Course #: VIS-02241-00
Fri 9:00-10:30 Gund 518; Fri 10:30-12:00 Gund 518; Wed 11:30-1:00 Gund 111
Andrea Hansen, David Mah
Landscape Representation III seeks to examine the fundamental relationship between landform and the dynamic landscape processes it supports and engenders. Through in-depth study of the methods in which these processes are understood, conveyed, and graphically communicated, the course builds upon topics covered in Landscape Representation I and II by focusing on a diverse body of representational models, both past and present, that position landscape architecture as an expanded field involving science, art, architecture, urban design, and philosophy. To accompany precedent study, the course engages in advanced exploration of digital media, with an emphasis on responsive, performative, and indexical methodologies as well as fluid transitions between documentation and speculation, 2D and 3D, static and dynamic, and digital and analog media.

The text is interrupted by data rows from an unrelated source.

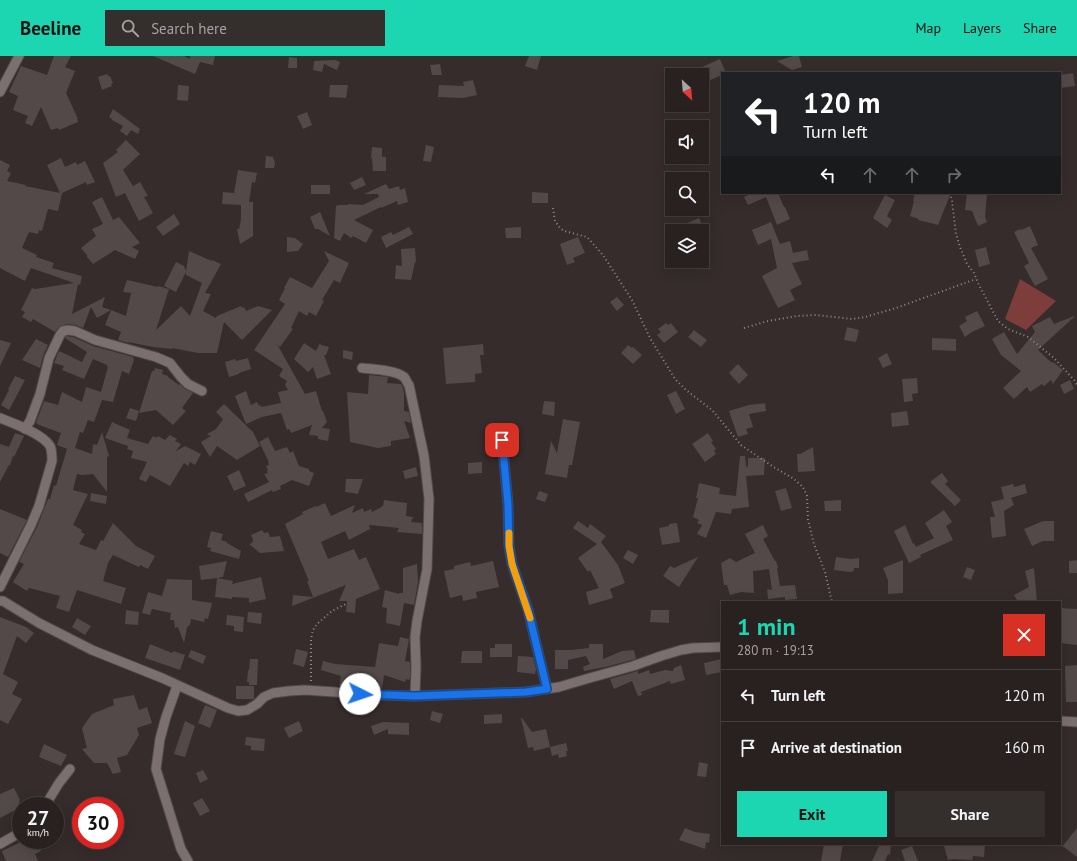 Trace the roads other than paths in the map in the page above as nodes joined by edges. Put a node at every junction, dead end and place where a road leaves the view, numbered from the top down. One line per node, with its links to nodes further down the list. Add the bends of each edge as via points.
1 (19, 56): 2 (street)
2 (0, 92)
3 (362, 368): 13 (street, via 396,373 406,380 424,456 429,499 427,569 415,637)
4 (202, 391): 6 (street, via 180,377 170,363 68,330 60,335 49,358 40,394)
5 (0, 418): 6 (street)
6 (25, 429): 8 (street, via 46,440 51,447 52,461 39,506)
7 (502, 440): 12 (street, via 512,564 528,610)
8 (0, 587)
9 (0, 601): 11 (street, via 86,647)
10 (721, 647): 12 (street, via 681,650)
11 (177, 686): 13 (street, via 238,711 247,710 273,693 289,691); 20 (street, via 160,739 156,769 181,849)
12 (547, 689): 13 (street)
13 (415, 696)
14 (1061, 721): 15 (street)
15 (1077, 722)
16 (70, 769): 17 (street)
17 (50, 797)
18 (12, 837): 19 (street)
19 (0, 844)
20 (188, 861)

Course topics are organized thematically and range from mapping ecological systems to illustrating time-based processes, from manipulating and extracting topographical datasets to generating intelligent terrain models, from synthesizing geological, ecological, and hydrological processes to depicting the flows, flux, and ephemera of floral and faunal communities. Through simulation, conjecture, and graphic extraction, these physical and temporal landscape processes will be examined at multiple scales, with particular attention paid to the complexities of large-scale sites in order to complement core coursework in the MLA third term.

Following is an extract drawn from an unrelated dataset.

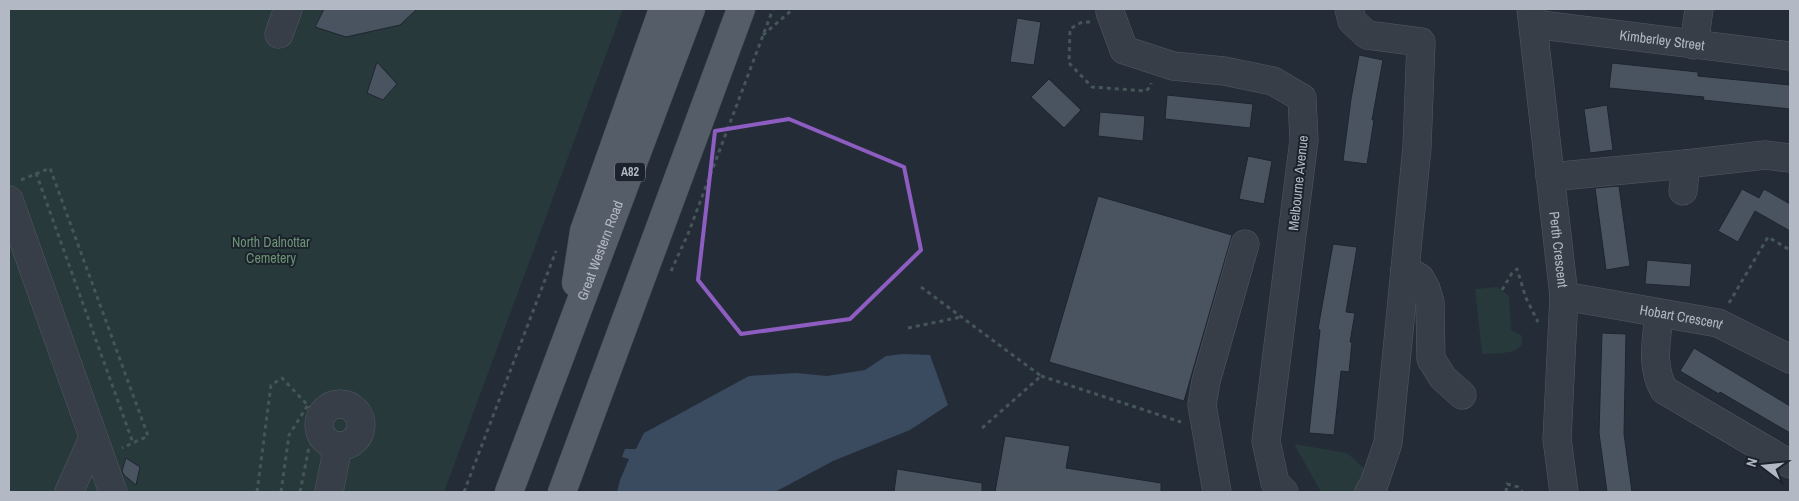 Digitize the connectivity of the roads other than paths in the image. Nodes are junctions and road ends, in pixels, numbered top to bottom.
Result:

Weekly lectures and lab exercises will provide the foundation for the group’s collective exploration, research, and discussion. Through a series of working labs, students will be exposed to an expanded set of digital and analog techniques for analyzing and expressing landform and process as a means of advancing both technical and conceptual ability. This format aims to establish fluency in conceptual, organizational, and formal expression as well as to provide a point of departure for an in-depth awareness of landscape precedents and representational techniques.